Go Greek! ... or dont!

In the face of all the hoopla and excitement that surrounds the run-up to Greek recruitment, we would recommend letting a little bit of common sense prevail: calm down. Whether you have decided for or against participating in rush, you will be fine and will do well during your time at Ole Miss. 

Our campus is considered by many to be “heavily Greek,” because about one third of Ole Miss undergrads are members of a fraternity or a sorority. But, of course, this means that two thirds of undergrads are not in a fraternity or sorority. 

There are plenty of ways to be meet people, socialize, serve and lead on campus. In the grand scheme of things, and despite how things might feel at the moment, whether you participate in Greek life or not is ultimately not all that important. 

Whatever decision you make about Greek life, recognize that God has placed you where you are to be a leader in faith to those around you and to be an example of Christ-like love to those who see you. Greek or not, remember that you’re the only “you,” with all the gifts and talents you’ve been loaned by God for your role in building up his kingdom, whether within the confines of the fraternity or sorority house or in any corner of campus. 
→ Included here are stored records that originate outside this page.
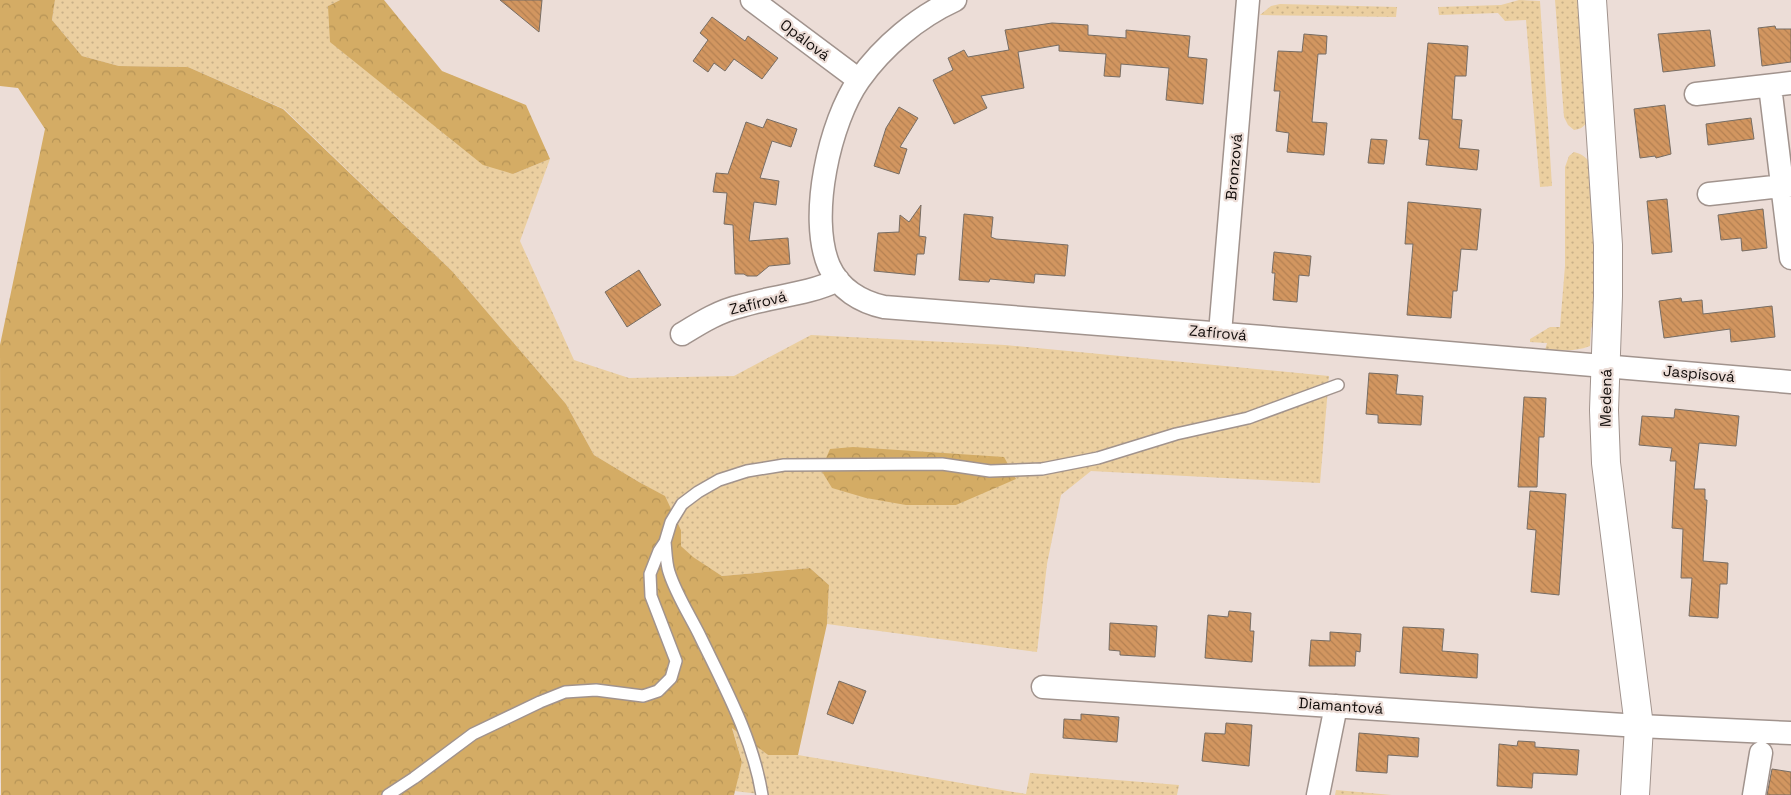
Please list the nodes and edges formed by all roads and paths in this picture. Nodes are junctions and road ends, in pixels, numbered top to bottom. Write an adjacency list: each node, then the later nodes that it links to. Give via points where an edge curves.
1 (752, 0): 5 (street, Opálová)
2 (955, 0): 5 (street, via 912,26)
3 (1248, 0): 12 (street, Bronzová)
4 (1592, 0): 14 (street, Medená, via 1608,245)
5 (859, 80): 11 (street, Zafírová, via 832,142 823,184 824,248)
6 (1780, 84): 7 (street); 8 (street)
7 (1696, 94)
8 (1786, 186): 9 (street); 10 (street)
9 (1709, 194)
10 (1791, 258)
11 (838, 280): 12 (street, Zafírová, via 853,295 869,304 884,307); 13 (street, Zafírová, via 822,288 740,306)
12 (1220, 333): 14 (street, Zafírová)
13 (682, 334)
14 (1606, 366): 15 (street, Jaspisová); 20 (street, Medená, via 1606,463)
15 (1791, 382)
16 (1338, 385): 17 (lane, via 1248,418 1176,434 1098,458 1042,468 990,471 942,464 784,465 747,471 719,480 682,504 671,522)
17 (665, 542): 23 (lane, via 650,574 651,596 676,660 671,678 658,691 643,696 596,690 565,692 473,734); 24 (lane, via 668,570 743,727 757,766)
18 (1043, 687): 19 (street, Diamantová)
19 (1336, 706): 20 (street, Diamantová); 25 (street)
20 (1639, 726): 21 (street); 26 (street, Medená)
21 (1791, 733)
22 (1761, 753): 27 (street)
23 (388, 795)
24 (762, 795)
25 (1318, 795)
26 (1635, 795)
27 (1754, 795)

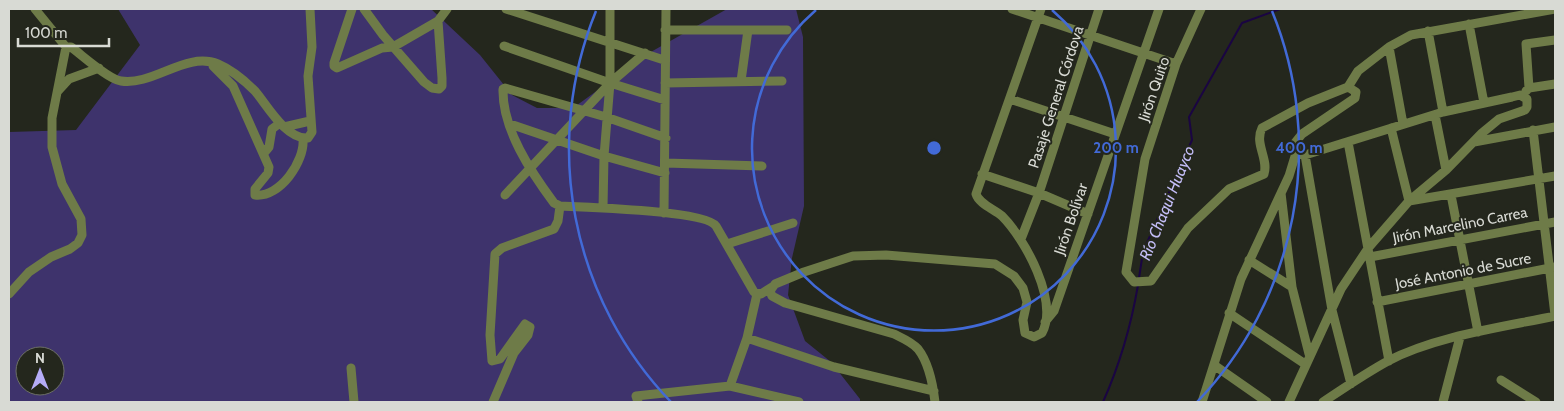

Here are our tips on how to make the most of your decision about Greek life:

  1. Faith first: Remember that you’re a Catholic, first and foremost, before any manmade label. Greek or not, Regular Mass attendance, daily prayer, and being active with CCM are the tried and true methods to finding the most important type of success during your college career: spiritual success.  
  2. Be confident in your decision. Remember that God has a very specific plan for you and your life and, if you prayerfully seek his guidance, you’ll land exactly where you’re meant to be. Seek and follow his will above all else. 
  3. Be respectful of other peoples’ feelings in what you do and say before, during, and after rush. Don’t succumb to the temptation of bashing those who made a different decision than you did about Greek life. Emulating Christ means to be Christ-like in all of your actions – and conversations. Strive to be “all things to all people … for the sake of the Gospel.” (see 1 Corinthians 9:22-23)
  4. Make a concerted effort to get involved in other ways on campus. To have success in your first year in college, it’s vital that you plug in and get involved on campus in diverse ways, so whether or not you "go Greek," find and join any campus organizations that meet your interests and goals.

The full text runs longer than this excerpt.